*Problem description*. Tell how many lines in the data contain the word "National", and leave out everything else.

----

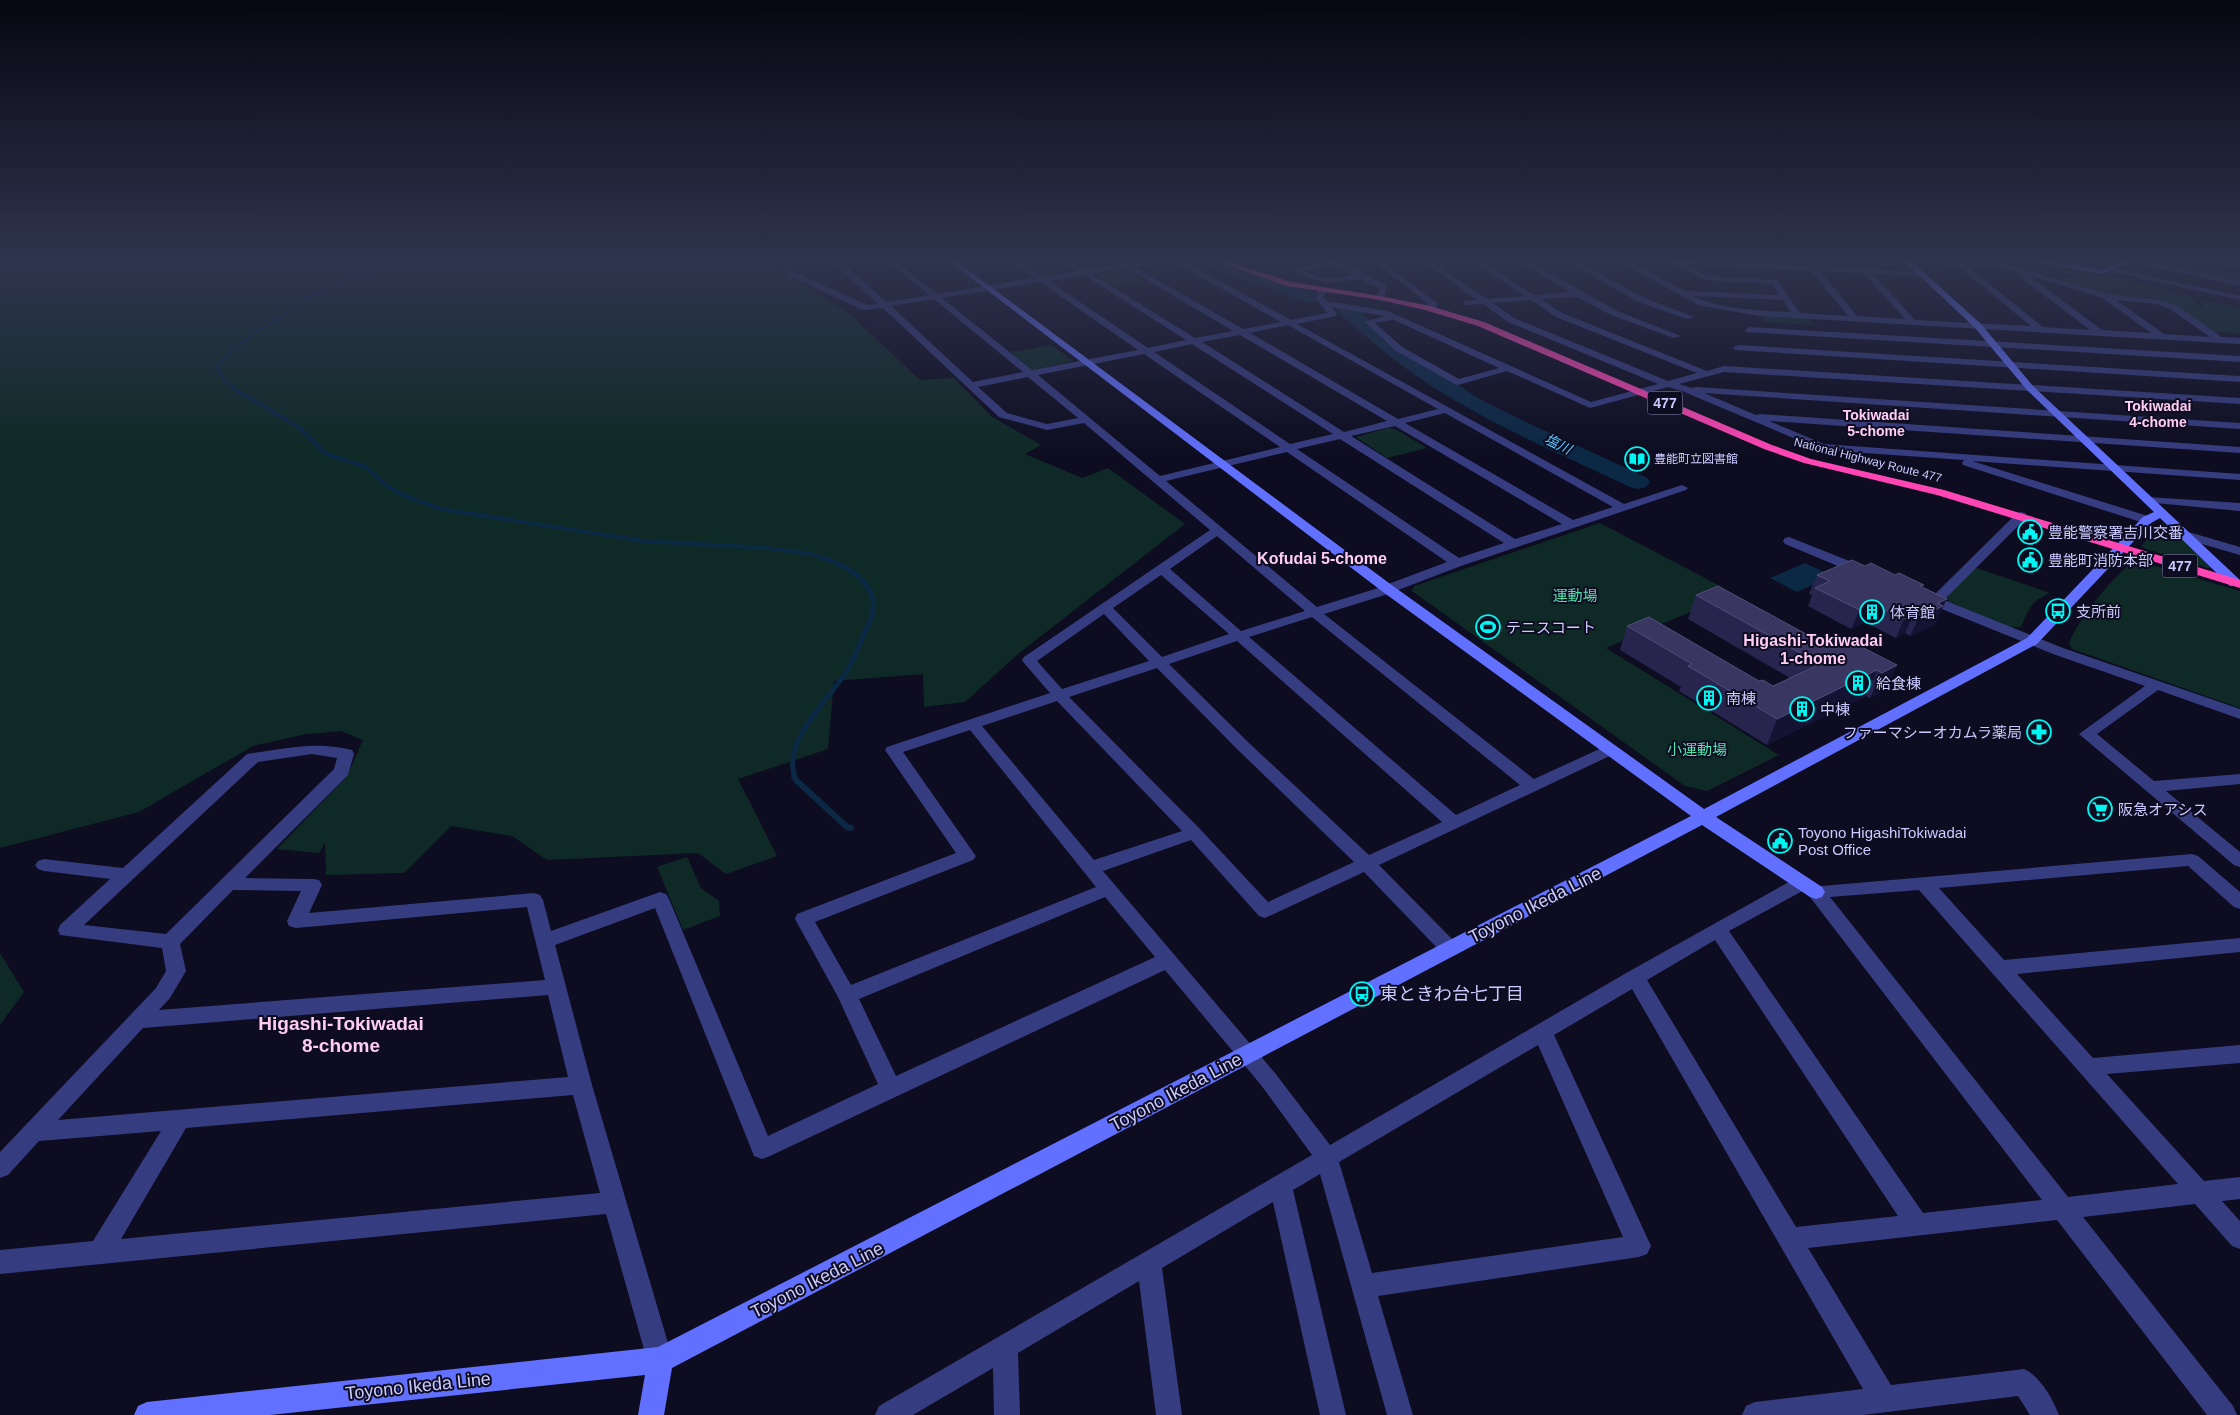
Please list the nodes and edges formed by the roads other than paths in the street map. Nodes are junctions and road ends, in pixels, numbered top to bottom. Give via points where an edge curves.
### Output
1 (906, 324) edge
2 (970, 324) edge
3 (1037, 324) edge
4 (1106, 324) edge
5 (1167, 324) edge
6 (1228, 324) edge
7 (1284, 324) edge
8 (1292, 324) edge
9 (1371, 324) edge
10 (1410, 324) edge
11 (1480, 324) edge
12 (1521, 324) edge
13 (1609, 324) edge
14 (1644, 324) edge
15 (1664, 324) edge
16 (1685, 324) edge
17 (1753, 324) edge
18 (1946, 324) edge
19 (2034, 324) edge
20 (2088, 324) edge
21 (2145, 324) edge
22 (2196, 324) edge
23 (1978, 326) junction
24 (1749, 330) junction
25 (2041, 330) junction
26 (1242, 332) junction
27 (2100, 333) junction
28 (1676, 336) junction
29 (2161, 336) junction
30 (2191, 338) junction
31 (2220, 340) junction
32 (1194, 341) junction
33 (2240, 341) edge
34 (1993, 344) junction
35 (1146, 351) junction
36 (1731, 358) junction
37 (2220, 358) junction
38 (2240, 359) edge
39 (1088, 362) junction
40 (2010, 365) junction
41 (1508, 368) junction
42 (2240, 372) edge
43 (1030, 374) junction
44 (1706, 374) junction
45 (1862, 377) junction
46 (2240, 379) edge
47 (1667, 384) junction
48 (972, 385) junction
49 (2030, 388) junction
50 (1685, 389) junction
51 (1639, 392) junction
52 (2240, 401) edge
53 (1881, 402) junction
54 (1447, 410) junction
55 (2057, 414) junction
56 (1748, 416) junction
57 (1086, 420) junction
58 (1397, 422) junction
59 (1901, 426) junction
60 (2240, 426) edge
61 (1342, 435) junction
62 (2084, 439) junction
63 (1288, 448) junction
64 (2240, 450) edge
65 (1943, 456) junction
66 (1223, 464) junction
67 (2114, 468) junction
68 (2240, 478) edge
69 (1156, 480) junction
70 (1682, 488) dead end
71 (2148, 500) junction
72 (2240, 507) edge
73 (1623, 508) junction
74 (2162, 513) junction
75 (2020, 516) junction
76 (2147, 520) junction
77 (1572, 524) junction
78 (1216, 531) junction
79 (2185, 535) junction
80 (2240, 539) edge
81 (1789, 541) dead end
82 (1514, 544) junction
83 (2121, 547) junction
84 (2240, 551) edge
85 (1457, 563) junction
86 (1161, 568) junction
87 (1871, 575) edge
88 (2238, 584) edge
89 (1388, 589) junction
90 (1916, 593) edge
91 (1935, 601) junction
92 (1104, 607) junction
93 (1314, 612) junction
94 (1238, 636) junction
95 (2032, 641) junction
96 (1160, 662) junction
97 (2156, 685) junction
98 (1060, 696) junction
99 (2240, 714) edge
100 (972, 723) junction
101 (1610, 750) junction
102 (2240, 779) edge
103 (1532, 787) junction
104 (2151, 787) junction
105 (1703, 817) junction
106 (1454, 823) junction
107 (1194, 832) junction
108 (2238, 857) edge
109 (1367, 864) junction
110 (44, 865) dead end
111 (1091, 868) junction
112 (126, 875) junction
113 (1924, 883) junction
114 (229, 884) junction
115 (1809, 888) junction
116 (1108, 889) junction
117 (2240, 902) edge
118 (1718, 929) junction
119 (545, 941) junction
120 (170, 942) junction
121 (2240, 945) edge
122 (1450, 948) junction
123 (1167, 960) junction
124 (1999, 968) junction
125 (1635, 977) junction
126 (556, 987) junction
127 (847, 996) junction
128 (138, 1020) junction
129 (1542, 1032) junction
130 (2240, 1054) edge
131 (1247, 1055) junction
132 (2088, 1067) junction
133 (581, 1085) junction
134 (890, 1088) junction
135 (179, 1121) junction
136 (34, 1132) junction
137 (1327, 1158) junction
138 (0, 1168) edge
139 (1281, 1185) junction
140 (2240, 1188) edge
141 (2200, 1193) junction
142 (616, 1202) junction
143 (2062, 1208) junction
144 (1918, 1225) junction
145 (2240, 1238) edge
146 (1791, 1239) junction
147 (100, 1252) junction
148 (0, 1262) edge
149 (1150, 1262) junction
150 (1364, 1286) junction
151 (1005, 1347) junction
152 (660, 1360) junction
153 (1884, 1399) junction
154 (147, 1415) edge
155 (651, 1415) edge
156 (888, 1415) edge
157 (1007, 1415) edge
158 (1168, 1415) edge
159 (1333, 1415) edge
160 (1400, 1415) edge
161 (1755, 1415) edge
162 (2046, 1415) edge
163 (2224, 1415) edge

1 - 48 street
2 - 43 street
3 - 39 street
4 - 35 street
5 - 32 street
6 - 26 street
7 - 26 street
8 - 54 street
9 - 41 street via 1399,349 1458,382
10 - 41 street
11 - 51 highway, National Highway Route 477 / 477
12 - 47 street
13 - 28 street
14 - 28 street
15 - 28 street
16 - 28 street
17 - 24 street
18 - 23 street
19 - 25 street
20 - 27 street
21 - 29 street
22 - 31 street
23 - 25 street
23 - 34 street
24 - 34 street
24 - 36 street
25 - 27 street
26 - 32 street
26 - 58 street
27 - 29 street
28 - 44 street
29 - 30 street
30 - 31 street
30 - 37 street
31 - 33 street
32 - 35 street
32 - 61 street
34 - 37 street
34 - 40 street
35 - 39 street
35 - 63 street
36 - 40 street
36 - 44 street
36 - 45 street
37 - 38 street
37 - 42 street
39 - 43 street
39 - 66 street
40 - 46 street
40 - 49 street
41 - 51 street via 1590,405
43 - 48 street
43 - 57 street
44 - 47 street
45 - 49 street
45 - 53 street
47 - 50 street
47 - 51 street
48 - 57 street via 1003,415 1046,427
49 - 52 street
49 - 55 street
50 - 53 street
50 - 56 street
51 - 75 highway, National Highway Route 477 / 477 via 1800,458 1940,492
53 - 55 street
53 - 59 street
54 - 58 street
54 - 73 street
55 - 60 street
55 - 62 street
56 - 59 street
56 - 65 street via 1822,447
57 - 69 street
58 - 61 street
58 - 77 street
59 - 62 street
61 - 63 street
61 - 82 street
62 - 64 street
62 - 67 street
63 - 66 street
63 - 85 street
65 - 67 street
65 - 76 street
66 - 69 street
66 - 89 street
67 - 68 street
67 - 71 street
69 - 78 street
70 - 73 street
71 - 72 street
71 - 74 street
73 - 77 street
74 - 76 street
74 - 79 street
75 - 83 highway, National Highway Route 477 / 477
75 - 91 street
76 - 83 street, Toyono Ikeda Line
77 - 82 street
78 - 86 street
78 - 93 street
79 - 80 street
79 - 84 street
79 - 88 street
81 - 87 street
82 - 85 street
83 - 88 highway, National Highway Route 477 / 477
83 - 95 street, Toyono Ikeda Line
85 - 89 street
86 - 92 street
86 - 94 street
89 - 93 street
89 - 101 street
90 - 91 street
91 - 95 street
92 - 96 street
92 - 98 street via 1029,660
93 - 94 street
93 - 103 street
94 - 96 street
94 - 106 street
95 - 97 street
95 - 105 street, Toyono Ikeda Line
96 - 98 street
96 - 109 street
97 - 99 street
97 - 104 street via 2088,734
98 - 100 street
98 - 107 street
100 - 111 street
100 - 127 street via 893,750 967,856 804,919
101 - 103 street
101 - 105 street
102 - 104 street
103 - 106 street
104 - 108 street
105 - 115 street
105 - 122 street, Toyono Ikeda Line
106 - 109 street
107 - 109 street via 1265,911
107 - 111 street
109 - 122 street
110 - 112 street
111 - 116 street
112 - 114 street via 253,758 312,749 346,754 342,771
112 - 120 street via 67,930
113 - 115 street
113 - 117 street via 2192,860
113 - 124 street
114 - 119 street via 313,885 296,921 534,900
114 - 120 street
115 - 118 street
115 - 143 street
116 - 123 street
116 - 127 street
118 - 125 street
118 - 144 street
119 - 126 street
119 - 134 street via 660,899 762,1149
120 - 128 street via 176,971 163,993
121 - 124 street
122 - 131 street, Toyono Ikeda Line
123 - 131 street
123 - 134 street
124 - 132 street
125 - 129 street
125 - 146 street
126 - 128 street
126 - 133 street
127 - 134 street
128 - 136 street
129 - 137 street
129 - 150 street via 1640,1246
130 - 132 street
131 - 137 street
131 - 152 street, Toyono Ikeda Line
132 - 141 street
133 - 135 street
133 - 142 street
135 - 136 street
135 - 147 street
136 - 138 street
137 - 139 street
137 - 150 street
139 - 149 street
139 - 159 street
140 - 141 street
141 - 143 street
141 - 145 street
142 - 147 street
142 - 152 street
143 - 144 street
143 - 163 street
144 - 146 street
146 - 153 street
147 - 148 street
149 - 151 street
149 - 158 street
150 - 160 street
151 - 156 street
151 - 157 street
152 - 154 street, Toyono Ikeda Line
152 - 155 street
153 - 161 street
153 - 162 street via 2024,1382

----

*Solution to the problem*. 4